Some Western cities do have that kind of powerhouse growth; a bit of searching turns up Toluca, The Woodlands (arguably still too small to be a "city"), Brasilia, and Las Vegas. Their growth rates are in the same neighborhood as Wuxi's over the last 20 years. Brasilia, for example, has grown from 2.0 million in 02000 to 3.0 million today, 4.3 million in the metro area.

However, I'm not sure I understand your concern about how making these comparisons is "just going to confuse people." What kind of information do you think would be more useful for understanding how big Wuxi is than knowing that its population exceeds that of, for example, Mongolia, Puerto Rico, or any metropolitan area in Germany, and that the population density in its center is half that of Manhattan but three times that of Birmingham? If someone is led by the "small city" terminology to think that Wuxi is similar in size to Johnstown, PA (pop. 25000), or Wiesbaden (pop. 291000, metro area over half a million), they're already confused; wouldn't "googling population of Wuxi and comparing it to familiar population of <y> city" clear that right up?

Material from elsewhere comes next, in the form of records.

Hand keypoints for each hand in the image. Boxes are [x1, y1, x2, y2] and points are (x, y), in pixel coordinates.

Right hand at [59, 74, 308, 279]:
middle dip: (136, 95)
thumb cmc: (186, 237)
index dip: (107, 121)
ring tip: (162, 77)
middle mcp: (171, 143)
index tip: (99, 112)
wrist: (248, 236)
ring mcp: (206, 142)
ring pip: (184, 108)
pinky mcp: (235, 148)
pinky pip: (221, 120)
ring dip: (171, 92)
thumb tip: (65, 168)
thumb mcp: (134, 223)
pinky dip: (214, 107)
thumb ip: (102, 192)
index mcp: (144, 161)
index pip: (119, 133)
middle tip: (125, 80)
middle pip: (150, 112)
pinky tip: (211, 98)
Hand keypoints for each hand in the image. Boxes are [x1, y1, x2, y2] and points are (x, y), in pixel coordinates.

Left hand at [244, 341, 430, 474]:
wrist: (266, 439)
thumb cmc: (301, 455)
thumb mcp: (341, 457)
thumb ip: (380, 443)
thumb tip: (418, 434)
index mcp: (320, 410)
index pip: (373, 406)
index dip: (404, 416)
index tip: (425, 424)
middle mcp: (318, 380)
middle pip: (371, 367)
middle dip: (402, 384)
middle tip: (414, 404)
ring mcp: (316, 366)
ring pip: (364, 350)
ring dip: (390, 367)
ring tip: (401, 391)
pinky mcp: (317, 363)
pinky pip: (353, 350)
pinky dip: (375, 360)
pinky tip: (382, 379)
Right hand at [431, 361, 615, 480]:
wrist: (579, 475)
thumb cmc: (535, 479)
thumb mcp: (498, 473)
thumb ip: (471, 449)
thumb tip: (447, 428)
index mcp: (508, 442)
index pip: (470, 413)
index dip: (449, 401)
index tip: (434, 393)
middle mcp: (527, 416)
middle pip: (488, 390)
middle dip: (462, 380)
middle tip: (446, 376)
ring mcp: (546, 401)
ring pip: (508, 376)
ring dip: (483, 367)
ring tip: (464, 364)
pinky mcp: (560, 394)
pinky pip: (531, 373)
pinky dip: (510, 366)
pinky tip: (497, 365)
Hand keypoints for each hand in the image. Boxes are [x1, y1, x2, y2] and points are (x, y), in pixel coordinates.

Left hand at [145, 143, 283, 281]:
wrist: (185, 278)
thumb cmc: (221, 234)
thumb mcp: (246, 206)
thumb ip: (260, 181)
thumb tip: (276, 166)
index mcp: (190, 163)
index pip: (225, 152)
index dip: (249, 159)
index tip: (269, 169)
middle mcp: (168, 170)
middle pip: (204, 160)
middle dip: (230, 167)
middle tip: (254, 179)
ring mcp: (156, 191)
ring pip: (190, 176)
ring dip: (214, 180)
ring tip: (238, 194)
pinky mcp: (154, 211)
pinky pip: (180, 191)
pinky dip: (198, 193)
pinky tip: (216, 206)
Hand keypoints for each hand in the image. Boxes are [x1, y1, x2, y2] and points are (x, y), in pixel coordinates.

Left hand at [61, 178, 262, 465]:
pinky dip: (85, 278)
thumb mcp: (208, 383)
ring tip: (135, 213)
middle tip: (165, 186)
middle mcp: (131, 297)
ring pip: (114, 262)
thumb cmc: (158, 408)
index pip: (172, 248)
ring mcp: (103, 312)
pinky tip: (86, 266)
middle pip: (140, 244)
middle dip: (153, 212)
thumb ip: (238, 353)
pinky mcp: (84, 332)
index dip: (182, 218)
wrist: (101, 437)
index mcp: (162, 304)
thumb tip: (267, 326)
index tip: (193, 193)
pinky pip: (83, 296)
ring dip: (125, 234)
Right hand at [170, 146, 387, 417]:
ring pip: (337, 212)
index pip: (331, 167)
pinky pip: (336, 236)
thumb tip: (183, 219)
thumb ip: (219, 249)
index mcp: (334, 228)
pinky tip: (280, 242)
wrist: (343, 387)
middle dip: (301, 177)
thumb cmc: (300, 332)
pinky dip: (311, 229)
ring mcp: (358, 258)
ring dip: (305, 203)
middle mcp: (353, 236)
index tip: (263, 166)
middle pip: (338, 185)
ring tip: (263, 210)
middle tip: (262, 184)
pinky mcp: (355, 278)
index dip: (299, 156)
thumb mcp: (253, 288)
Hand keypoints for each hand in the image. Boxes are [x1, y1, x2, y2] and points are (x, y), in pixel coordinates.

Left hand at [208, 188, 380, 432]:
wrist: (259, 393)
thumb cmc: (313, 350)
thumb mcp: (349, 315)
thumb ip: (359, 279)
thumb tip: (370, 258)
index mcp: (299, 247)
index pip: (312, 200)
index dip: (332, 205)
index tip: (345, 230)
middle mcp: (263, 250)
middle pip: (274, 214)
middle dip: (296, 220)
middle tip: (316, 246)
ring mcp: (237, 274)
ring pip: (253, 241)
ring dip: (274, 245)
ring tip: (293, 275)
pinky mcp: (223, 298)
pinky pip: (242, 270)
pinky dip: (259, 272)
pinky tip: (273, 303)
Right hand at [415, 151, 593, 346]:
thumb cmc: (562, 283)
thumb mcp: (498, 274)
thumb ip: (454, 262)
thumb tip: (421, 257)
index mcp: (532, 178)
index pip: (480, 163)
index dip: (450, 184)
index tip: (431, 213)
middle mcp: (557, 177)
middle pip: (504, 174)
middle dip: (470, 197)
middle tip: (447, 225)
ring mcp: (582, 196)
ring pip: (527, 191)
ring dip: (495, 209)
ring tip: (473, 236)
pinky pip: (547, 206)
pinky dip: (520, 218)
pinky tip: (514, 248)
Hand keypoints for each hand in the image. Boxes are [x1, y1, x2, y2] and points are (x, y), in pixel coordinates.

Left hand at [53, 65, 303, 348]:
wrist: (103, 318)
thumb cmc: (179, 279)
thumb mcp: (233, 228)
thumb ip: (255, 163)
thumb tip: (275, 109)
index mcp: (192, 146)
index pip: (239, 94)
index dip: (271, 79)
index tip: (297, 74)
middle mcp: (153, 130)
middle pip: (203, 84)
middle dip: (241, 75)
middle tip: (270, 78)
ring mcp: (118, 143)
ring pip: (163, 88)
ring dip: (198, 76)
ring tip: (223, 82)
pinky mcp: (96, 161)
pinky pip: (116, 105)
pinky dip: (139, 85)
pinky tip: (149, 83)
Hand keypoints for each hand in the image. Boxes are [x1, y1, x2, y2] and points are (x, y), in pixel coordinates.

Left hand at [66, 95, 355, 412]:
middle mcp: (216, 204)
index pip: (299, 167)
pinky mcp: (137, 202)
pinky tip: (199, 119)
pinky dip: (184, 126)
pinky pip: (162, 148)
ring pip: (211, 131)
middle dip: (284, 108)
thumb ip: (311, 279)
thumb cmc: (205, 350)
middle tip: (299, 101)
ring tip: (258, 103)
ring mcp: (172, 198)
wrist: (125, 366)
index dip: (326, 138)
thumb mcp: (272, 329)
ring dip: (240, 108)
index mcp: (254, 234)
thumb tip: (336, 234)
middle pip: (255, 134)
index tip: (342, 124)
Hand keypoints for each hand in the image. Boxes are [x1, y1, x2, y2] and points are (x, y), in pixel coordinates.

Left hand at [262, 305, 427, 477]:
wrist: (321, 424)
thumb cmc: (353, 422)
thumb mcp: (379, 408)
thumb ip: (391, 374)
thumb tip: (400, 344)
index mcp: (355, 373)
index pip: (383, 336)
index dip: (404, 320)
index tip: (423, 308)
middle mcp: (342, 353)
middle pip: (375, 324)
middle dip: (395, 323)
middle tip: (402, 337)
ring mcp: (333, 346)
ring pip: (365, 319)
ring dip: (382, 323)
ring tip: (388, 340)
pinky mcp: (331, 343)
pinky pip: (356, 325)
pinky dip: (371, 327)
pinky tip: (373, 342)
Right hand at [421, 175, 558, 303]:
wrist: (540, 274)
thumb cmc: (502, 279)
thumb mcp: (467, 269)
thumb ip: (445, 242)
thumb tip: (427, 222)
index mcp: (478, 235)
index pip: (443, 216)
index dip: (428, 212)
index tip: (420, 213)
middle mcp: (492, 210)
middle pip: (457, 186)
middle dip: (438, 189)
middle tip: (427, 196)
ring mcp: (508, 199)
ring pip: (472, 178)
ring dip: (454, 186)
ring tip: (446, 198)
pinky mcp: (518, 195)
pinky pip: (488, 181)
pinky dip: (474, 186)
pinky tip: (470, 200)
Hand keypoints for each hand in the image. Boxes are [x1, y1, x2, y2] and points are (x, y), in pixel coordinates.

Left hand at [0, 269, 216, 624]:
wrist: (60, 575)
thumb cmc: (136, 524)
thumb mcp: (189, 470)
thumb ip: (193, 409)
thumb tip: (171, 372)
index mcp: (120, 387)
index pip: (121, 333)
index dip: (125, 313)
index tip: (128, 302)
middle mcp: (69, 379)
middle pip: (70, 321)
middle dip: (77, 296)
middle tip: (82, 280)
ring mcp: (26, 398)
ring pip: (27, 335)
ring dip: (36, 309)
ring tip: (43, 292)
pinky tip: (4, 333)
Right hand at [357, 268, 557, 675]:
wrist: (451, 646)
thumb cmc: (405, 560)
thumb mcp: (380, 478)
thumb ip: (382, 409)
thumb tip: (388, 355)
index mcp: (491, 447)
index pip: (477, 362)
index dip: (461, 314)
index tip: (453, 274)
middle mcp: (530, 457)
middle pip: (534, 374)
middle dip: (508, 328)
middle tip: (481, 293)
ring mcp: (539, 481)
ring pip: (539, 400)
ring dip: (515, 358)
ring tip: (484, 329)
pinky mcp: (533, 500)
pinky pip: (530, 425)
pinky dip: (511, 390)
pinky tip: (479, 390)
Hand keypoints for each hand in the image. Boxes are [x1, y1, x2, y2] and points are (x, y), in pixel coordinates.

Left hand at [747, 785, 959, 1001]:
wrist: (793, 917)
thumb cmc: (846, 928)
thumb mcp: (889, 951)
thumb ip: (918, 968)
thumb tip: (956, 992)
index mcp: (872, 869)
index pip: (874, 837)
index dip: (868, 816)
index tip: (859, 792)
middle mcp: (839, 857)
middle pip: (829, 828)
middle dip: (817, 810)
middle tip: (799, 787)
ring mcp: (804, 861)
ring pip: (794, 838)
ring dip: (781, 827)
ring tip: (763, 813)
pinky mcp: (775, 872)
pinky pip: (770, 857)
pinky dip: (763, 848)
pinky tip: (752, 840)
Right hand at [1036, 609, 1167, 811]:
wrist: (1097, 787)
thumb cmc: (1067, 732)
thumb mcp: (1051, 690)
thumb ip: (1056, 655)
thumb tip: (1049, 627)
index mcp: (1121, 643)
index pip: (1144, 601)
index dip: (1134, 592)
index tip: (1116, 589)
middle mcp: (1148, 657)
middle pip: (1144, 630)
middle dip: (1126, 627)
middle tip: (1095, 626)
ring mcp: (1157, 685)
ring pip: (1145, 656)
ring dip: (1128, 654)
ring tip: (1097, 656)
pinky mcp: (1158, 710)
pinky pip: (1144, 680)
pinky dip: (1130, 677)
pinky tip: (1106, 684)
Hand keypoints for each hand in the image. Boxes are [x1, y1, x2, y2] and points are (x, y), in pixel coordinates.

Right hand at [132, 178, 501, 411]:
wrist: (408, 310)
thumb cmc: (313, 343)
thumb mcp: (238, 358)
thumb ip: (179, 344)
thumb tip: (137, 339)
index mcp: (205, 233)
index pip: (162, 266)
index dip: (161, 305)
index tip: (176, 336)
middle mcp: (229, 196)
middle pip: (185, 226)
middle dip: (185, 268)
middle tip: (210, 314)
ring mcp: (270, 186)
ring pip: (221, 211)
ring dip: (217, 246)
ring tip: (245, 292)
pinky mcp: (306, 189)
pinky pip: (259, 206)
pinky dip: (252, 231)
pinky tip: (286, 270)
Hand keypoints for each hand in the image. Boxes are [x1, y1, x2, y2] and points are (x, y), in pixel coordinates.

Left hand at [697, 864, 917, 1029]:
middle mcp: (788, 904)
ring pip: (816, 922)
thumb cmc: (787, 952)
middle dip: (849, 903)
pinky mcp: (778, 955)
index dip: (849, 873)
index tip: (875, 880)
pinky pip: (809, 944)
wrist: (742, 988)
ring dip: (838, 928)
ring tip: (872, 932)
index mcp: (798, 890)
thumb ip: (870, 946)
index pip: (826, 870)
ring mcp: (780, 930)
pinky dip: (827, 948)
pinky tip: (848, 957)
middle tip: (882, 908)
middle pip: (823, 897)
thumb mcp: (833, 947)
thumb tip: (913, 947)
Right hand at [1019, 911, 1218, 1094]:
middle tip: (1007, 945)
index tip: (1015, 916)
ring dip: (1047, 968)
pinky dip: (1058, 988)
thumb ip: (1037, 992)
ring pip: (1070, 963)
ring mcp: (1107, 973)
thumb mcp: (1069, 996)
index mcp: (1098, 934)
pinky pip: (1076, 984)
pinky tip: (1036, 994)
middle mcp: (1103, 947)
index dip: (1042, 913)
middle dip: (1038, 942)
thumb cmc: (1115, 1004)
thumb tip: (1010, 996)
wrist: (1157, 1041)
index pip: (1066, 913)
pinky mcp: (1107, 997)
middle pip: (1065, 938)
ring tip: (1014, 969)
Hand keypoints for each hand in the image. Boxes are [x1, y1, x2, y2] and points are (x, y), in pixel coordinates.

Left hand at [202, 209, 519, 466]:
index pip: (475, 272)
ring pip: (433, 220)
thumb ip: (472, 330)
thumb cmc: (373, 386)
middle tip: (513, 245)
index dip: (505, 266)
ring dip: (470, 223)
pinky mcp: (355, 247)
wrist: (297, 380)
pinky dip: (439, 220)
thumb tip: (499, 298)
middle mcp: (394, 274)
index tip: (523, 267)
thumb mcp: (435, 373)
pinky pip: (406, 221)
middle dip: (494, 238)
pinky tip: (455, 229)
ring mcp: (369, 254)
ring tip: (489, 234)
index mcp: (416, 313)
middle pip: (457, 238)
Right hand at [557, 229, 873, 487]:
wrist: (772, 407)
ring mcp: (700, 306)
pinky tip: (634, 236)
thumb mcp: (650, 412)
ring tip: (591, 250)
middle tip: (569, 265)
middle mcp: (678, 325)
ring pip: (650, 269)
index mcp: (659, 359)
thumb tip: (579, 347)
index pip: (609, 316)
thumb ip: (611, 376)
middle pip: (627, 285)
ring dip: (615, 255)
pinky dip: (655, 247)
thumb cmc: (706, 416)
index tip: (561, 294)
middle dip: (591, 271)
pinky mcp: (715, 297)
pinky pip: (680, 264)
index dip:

At least after you cut through the terminological ambiguity of whether "Wuxi" means Liangxi Qu, the five districts of Wuxi City, or the whole Wuxi prefecture, and the analogous ambiguity of where to draw the limits of "London" (the Square Mile?) or "Sydney" or whatever familiar city you're comparing to, it seems like you'd be less confused after making those comparisons, rather than more confused.